Charles had left the room but a bare five minutes when Ogden threw down his newspaper, poured out a cup of coffee, drank it almost in one gulp, and leaving his breakfast uneaten, walked heavily away from the table. His destination was his wife’s bedroom, and he found her sitting before the mahogany dressing table arranging her hair, with an absorption as to detail which admitted no hurry.

“I won’t be very long,” exclaimed Mrs. Ogden, catching sight of her husband’s reflection in the mirror. “Go down and get your breakfast; don’t wait for me,—I can’t be any quicker than I can.”

Mrs. Ogden could not break herself of the last phrase; it was invariably a red rag to her husband, whose impatient disposition chafed at being kept waiting, even for an infinitesimal second. He did not retreat as Mrs. Ogden hoped he would, but instead advanced into the bedroom.
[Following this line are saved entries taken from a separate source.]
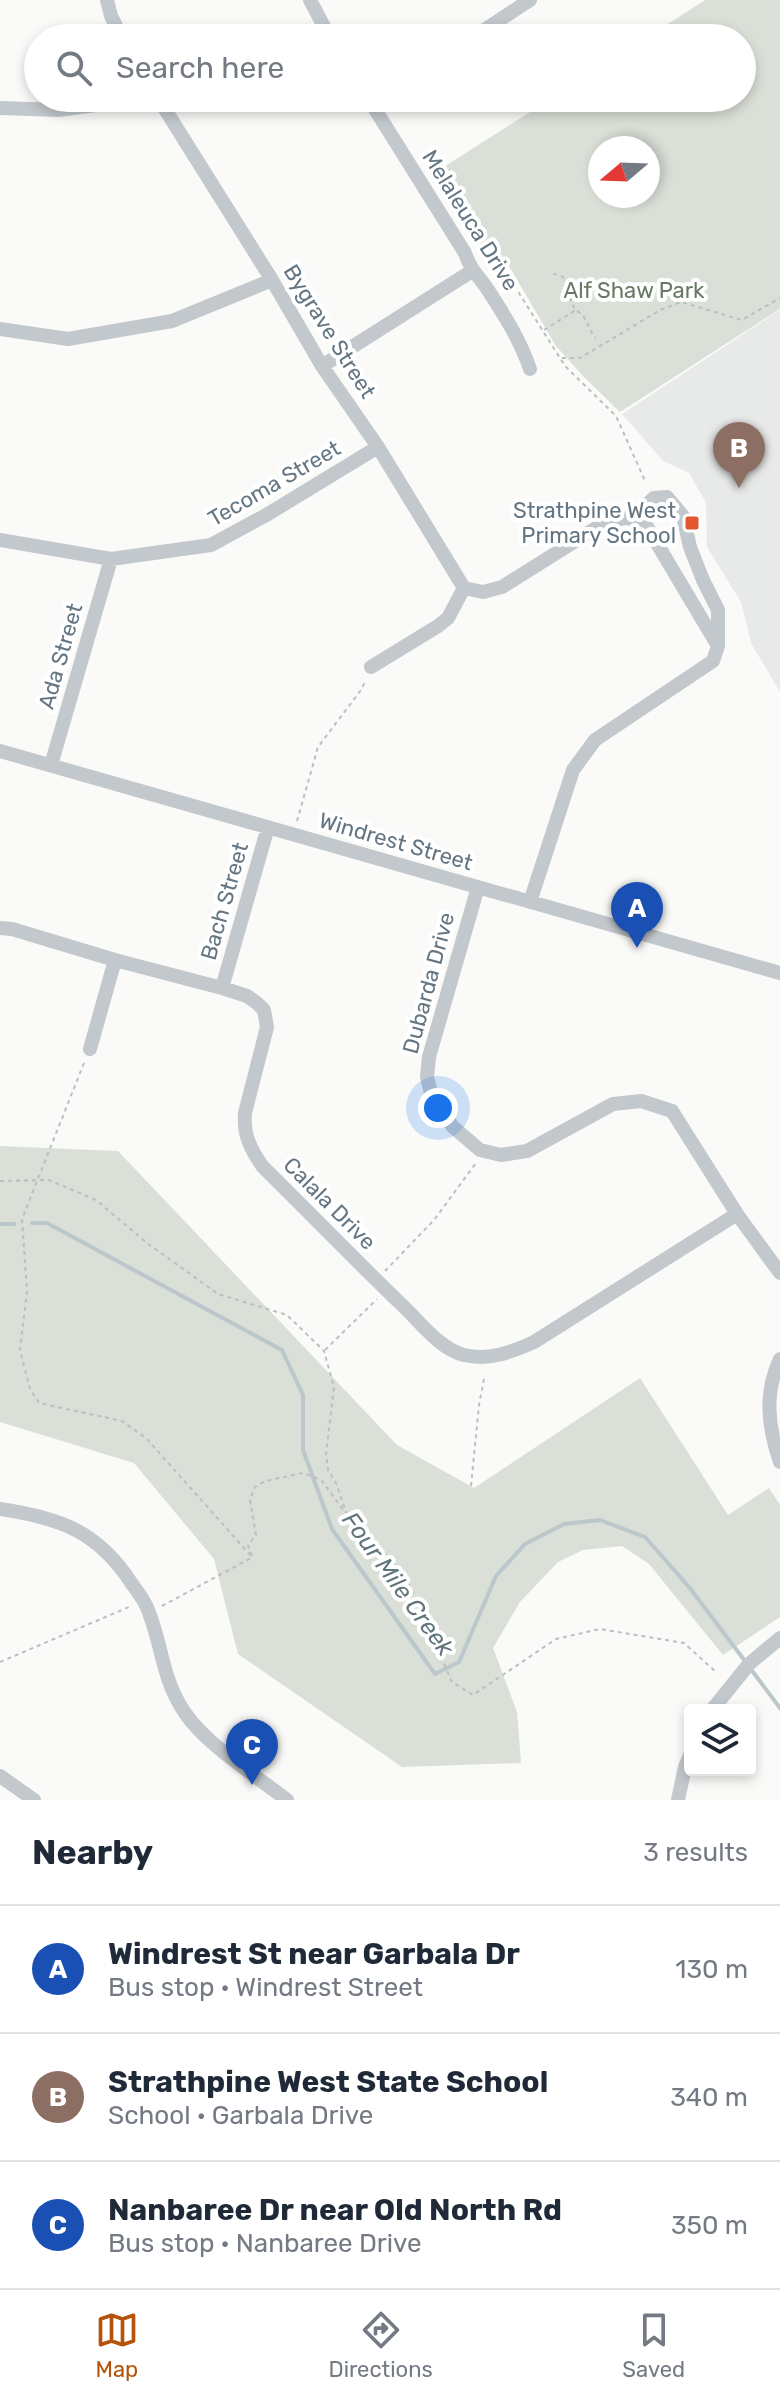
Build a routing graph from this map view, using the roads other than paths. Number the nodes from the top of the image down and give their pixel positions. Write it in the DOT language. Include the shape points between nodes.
graph roads {
  1 [pos="107,0"];
  2 [pos="310,0"];
  3 [pos="530,0"];
  4 [pos="115,24"];
  5 [pos="323,24"];
  6 [pos="493,24"];
  7 [pos="0,108"];
  8 [pos="24,109"];
  9 [pos="167,112"];
  10 [pos="380,112"];
  11 [pos="472,271"];
  12 [pos="272,280"];
  13 [pos="0,329"];
  14 [pos="322,366"];
  15 [pos="530,369"];
  16 [pos="378,447"];
  17 [pos="631,519"];
  18 [pos="0,540"];
  19 [pos="111,559"];
  20 [pos="464,588"];
  21 [pos="718,646"];
  22 [pos="371,667"];
  23 [pos="0,751"];
  24 [pos="51,765"];
  25 [pos="268,827"];
  26 [pos="478,887"];
  27 [pos="530,902"];
  28 [pos="0,928"];
  29 [pos="115,960"];
  30 [pos="780,973"];
  31 [pos="222,988"];
  32 [pos="90,1049"];
  33 [pos="737,1214"];
  34 [pos="780,1273"];
  35 [pos="780,1359"];
  36 [pos="780,1462"];
  37 [pos="0,1509"];
  38 [pos="775,1641"];
  39 [pos="716,1704"];
  40 [pos="684,1772"];
  41 [pos="0,1776"];
  42 [pos="34,1800"];
  43 [pos="287,1800"];
  44 [pos="678,1800"];
  1 -- 4 [label="street"];
  2 -- 5 [label="street"];
  3 -- 6 [label="street"];
  7 -- 8 [label="street"];
  9 -- 12 [label="street, Bygrave Street"];
  10 -- 11 [label="street, Melaleuca Drive"];
  11 -- 14 [label="street"];
  11 -- 15 [label="street, Melaleuca Drive" via="521,341"];
  12 -- 13 [label="street" via="172,321 68,339"];
  12 -- 14 [label="street, Bygrave Street"];
  14 -- 16 [label="street, Bygrave Street"];
  16 -- 19 [label="street, Tecoma Street" via="211,545"];
  16 -- 20 [label="street, Bygrave Street"];
  17 -- 20 [label="street" via="604,523 502,587 483,592"];
  17 -- 21 [label="street" via="643,520"];
  17 -- 21 [label="street" via="654,498 667,497 683,516 690,547 718,610"];
  18 -- 19 [label="street, Tecoma Street"];
  19 -- 24 [label="street, Ada Street"];
  20 -- 22 [label="street" via="448,618"];
  21 -- 27 [label="street" via="713,661 595,740 573,770"];
  23 -- 24 [label="street, Windrest Street"];
  24 -- 25 [label="street, Windrest Street"];
  25 -- 26 [label="street, Windrest Street"];
  25 -- 31 [label="street, Bach Street"];
  26 -- 27 [label="street, Windrest Street"];
  26 -- 33 [label="street, Dubarda Drive" via="429,1057 432,1097 453,1127 480,1150 501,1155 527,1151 613,1104 641,1101 672,1111"];
  27 -- 30 [label="street, Windrest Street"];
  28 -- 29 [label="street, Calala Drive"];
  29 -- 31 [label="street, Calala Drive"];
  29 -- 32 [label="street"];
  31 -- 33 [label="street, Calala Drive" via="247,996 264,1010 267,1027 244,1126 254,1154 376,1280 445,1346 463,1355 510,1353 534,1342"];
  33 -- 34 [label="street, Dubarda Drive"];
  35 -- 36 [label="street" via="768,1409"];
  37 -- 43 [label="street" via="66,1524 109,1554 147,1608 171,1688 186,1714 201,1733"];
  38 -- 39 [label="street"];
  40 -- 44 [label="street"];
  41 -- 42 [label="street"];
}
“Send your maid away,” he directed, scowling at the pretty French woman, and Mrs. Ogden with a resigned expression directed Celeste to wait in her own room until she rang for her. When the door had closed behind the maid, Ogden jerked a chair forward and planted it by the dressing table.

“What do you think of the papers?” he demanded.

“The papers?” repeated Mrs. Ogden. “I haven’t had time to read them; well, you needn’t be provoked,” offended by Ogden’s impatient snort. “It’s your own fault; if you didn’t insist on my breakfasting downstairs, I could read the papers in bed.”

“Here is the Post,” Ogden thrust the newspaper into her hand. “Read this account of the inquest,” and at the word “inquest” his wife seized the paper with avidity, but her reading of the article was delayed by a search for her eyeglasses which had misplaced themselves, according to Mrs. Ogden. Thoroughly exasperated, Ogden tumbled the puffs and hairpins about the dressing table until he drew a wail from Mrs. Ogden, who had finally discovered the missing glasses under her pillow. But the lure of the newspaper averted any lengthened argument, and Mrs. Ogden read the entire article before her husband again addressed her.

“What do you make of it?” he asked as she lowered the paper.

“I don’t know exactly what to think,” she answered. “I wish I had been permitted to sit in the courtroom and listen to the other witnesses testify.”